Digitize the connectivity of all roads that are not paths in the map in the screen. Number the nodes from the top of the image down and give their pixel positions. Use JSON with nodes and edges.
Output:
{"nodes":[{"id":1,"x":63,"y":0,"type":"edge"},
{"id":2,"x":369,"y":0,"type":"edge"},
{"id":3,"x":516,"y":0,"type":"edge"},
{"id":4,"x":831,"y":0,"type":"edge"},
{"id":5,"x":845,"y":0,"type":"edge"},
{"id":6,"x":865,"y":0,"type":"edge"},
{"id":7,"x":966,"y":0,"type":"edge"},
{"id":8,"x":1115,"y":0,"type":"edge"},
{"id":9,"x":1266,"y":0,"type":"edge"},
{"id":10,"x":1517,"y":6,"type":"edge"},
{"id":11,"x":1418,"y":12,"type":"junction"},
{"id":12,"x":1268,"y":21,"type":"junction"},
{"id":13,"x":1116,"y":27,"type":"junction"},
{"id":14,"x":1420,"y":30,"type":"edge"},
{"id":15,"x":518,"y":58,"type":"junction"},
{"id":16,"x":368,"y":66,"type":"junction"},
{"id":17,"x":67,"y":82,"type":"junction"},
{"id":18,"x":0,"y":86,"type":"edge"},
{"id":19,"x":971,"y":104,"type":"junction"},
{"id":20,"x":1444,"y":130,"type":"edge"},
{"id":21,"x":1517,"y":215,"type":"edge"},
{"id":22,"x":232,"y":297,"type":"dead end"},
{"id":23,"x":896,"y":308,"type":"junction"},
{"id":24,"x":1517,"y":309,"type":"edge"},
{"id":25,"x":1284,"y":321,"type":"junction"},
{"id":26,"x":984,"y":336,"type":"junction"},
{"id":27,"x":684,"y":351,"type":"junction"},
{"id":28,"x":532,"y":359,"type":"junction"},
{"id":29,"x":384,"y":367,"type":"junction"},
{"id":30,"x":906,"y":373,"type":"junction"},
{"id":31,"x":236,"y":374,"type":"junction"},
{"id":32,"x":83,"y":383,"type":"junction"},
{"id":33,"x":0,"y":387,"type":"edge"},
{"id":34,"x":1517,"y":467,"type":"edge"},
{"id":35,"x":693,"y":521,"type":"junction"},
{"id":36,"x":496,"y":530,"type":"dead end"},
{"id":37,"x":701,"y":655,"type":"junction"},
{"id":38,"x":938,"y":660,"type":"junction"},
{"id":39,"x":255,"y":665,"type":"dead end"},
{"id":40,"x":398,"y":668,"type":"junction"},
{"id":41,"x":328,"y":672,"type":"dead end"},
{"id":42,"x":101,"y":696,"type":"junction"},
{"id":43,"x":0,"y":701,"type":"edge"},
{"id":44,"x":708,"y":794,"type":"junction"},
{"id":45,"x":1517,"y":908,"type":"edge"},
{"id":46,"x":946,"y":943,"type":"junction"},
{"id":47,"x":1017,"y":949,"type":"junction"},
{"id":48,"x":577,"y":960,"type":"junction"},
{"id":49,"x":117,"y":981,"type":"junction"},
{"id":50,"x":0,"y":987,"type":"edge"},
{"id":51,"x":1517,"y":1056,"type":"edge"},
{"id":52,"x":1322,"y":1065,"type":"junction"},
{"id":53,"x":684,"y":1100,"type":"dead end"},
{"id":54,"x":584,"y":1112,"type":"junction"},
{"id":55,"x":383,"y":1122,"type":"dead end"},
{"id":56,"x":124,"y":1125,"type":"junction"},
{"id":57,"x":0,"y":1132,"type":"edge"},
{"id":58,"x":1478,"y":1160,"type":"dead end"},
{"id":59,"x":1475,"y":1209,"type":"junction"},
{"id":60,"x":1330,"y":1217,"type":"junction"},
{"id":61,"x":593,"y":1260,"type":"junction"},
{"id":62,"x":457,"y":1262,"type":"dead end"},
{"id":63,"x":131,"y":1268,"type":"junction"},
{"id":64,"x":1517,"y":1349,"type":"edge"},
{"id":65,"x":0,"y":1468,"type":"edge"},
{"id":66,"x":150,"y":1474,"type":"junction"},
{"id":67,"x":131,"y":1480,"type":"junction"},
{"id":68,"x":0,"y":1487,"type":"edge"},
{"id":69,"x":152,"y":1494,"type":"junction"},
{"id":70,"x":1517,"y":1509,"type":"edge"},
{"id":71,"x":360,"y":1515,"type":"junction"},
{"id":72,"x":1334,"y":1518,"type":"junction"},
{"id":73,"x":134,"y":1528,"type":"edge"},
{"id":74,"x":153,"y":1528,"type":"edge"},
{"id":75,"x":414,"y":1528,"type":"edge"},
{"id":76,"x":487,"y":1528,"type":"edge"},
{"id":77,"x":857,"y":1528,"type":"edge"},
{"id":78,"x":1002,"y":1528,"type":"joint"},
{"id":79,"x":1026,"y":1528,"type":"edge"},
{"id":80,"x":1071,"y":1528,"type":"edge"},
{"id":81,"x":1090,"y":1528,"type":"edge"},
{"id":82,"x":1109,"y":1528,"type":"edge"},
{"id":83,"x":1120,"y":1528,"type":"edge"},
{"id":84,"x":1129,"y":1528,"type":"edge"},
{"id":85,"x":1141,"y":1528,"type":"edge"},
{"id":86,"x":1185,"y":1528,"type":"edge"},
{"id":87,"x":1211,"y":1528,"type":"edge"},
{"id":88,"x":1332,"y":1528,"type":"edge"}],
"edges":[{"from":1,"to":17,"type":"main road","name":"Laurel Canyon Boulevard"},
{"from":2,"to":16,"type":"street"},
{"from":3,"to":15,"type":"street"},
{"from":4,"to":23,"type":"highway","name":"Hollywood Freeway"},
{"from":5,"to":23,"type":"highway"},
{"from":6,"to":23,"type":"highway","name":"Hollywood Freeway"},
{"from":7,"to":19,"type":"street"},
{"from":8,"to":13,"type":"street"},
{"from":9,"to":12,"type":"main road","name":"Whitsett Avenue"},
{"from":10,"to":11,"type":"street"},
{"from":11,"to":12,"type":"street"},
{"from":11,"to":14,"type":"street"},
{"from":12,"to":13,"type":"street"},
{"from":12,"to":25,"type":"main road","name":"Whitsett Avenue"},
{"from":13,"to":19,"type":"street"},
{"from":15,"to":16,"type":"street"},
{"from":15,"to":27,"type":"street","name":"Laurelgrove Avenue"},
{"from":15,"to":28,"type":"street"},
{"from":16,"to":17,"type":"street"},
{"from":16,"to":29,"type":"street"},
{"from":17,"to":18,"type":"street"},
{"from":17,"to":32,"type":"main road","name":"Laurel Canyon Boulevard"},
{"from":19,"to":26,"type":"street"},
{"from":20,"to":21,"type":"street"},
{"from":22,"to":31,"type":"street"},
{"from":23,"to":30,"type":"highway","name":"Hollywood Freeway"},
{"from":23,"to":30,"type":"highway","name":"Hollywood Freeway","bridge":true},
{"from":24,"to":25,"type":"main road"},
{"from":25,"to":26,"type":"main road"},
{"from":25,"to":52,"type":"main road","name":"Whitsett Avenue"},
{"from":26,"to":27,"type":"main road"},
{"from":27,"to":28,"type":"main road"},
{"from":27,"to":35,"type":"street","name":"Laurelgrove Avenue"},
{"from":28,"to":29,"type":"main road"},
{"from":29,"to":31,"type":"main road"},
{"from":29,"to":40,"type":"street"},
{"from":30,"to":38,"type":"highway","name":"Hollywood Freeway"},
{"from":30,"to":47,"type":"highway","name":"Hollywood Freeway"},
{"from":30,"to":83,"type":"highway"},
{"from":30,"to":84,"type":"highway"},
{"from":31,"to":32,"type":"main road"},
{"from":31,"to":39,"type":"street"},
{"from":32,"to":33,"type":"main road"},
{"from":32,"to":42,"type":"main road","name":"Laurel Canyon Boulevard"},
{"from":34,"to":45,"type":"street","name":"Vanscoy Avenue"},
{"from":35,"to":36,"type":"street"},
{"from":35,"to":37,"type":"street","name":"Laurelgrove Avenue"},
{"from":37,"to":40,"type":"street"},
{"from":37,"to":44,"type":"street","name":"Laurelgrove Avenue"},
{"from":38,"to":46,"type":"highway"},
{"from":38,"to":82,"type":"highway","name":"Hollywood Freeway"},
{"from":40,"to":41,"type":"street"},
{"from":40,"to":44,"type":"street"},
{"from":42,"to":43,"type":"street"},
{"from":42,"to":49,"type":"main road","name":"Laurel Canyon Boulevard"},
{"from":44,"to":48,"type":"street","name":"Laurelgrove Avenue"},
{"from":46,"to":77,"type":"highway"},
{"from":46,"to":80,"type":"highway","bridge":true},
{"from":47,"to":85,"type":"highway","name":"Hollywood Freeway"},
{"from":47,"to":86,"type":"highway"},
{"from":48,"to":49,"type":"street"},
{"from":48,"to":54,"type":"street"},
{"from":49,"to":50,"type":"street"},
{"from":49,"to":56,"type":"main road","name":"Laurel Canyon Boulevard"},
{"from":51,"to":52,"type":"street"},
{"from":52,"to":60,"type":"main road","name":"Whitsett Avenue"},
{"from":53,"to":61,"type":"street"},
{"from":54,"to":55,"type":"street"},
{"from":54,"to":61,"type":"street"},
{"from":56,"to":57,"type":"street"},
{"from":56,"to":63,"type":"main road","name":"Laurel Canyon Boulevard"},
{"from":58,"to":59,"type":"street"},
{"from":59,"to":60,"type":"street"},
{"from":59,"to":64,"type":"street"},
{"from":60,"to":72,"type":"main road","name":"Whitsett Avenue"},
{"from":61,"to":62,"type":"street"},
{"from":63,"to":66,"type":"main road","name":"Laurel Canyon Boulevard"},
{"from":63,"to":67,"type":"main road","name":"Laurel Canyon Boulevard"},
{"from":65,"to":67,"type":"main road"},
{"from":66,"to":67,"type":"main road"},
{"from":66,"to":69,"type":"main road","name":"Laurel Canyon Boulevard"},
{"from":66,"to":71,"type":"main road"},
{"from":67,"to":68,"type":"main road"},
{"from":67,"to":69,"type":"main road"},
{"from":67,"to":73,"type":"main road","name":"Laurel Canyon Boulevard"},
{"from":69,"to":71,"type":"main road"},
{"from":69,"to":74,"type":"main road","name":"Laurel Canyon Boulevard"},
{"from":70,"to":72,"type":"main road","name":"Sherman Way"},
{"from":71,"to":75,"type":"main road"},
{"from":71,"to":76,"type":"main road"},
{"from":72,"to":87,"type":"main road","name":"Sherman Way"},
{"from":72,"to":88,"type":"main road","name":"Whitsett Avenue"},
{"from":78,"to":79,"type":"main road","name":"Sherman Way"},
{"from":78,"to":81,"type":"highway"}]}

## Required action
Among the lines above, show every one that contains the string "true".

## Expected answer
{"from":23,"to":30,"type":"highway","name":"Hollywood Freeway","bridge":true},
{"from":46,"to":80,"type":"highway","bridge":true},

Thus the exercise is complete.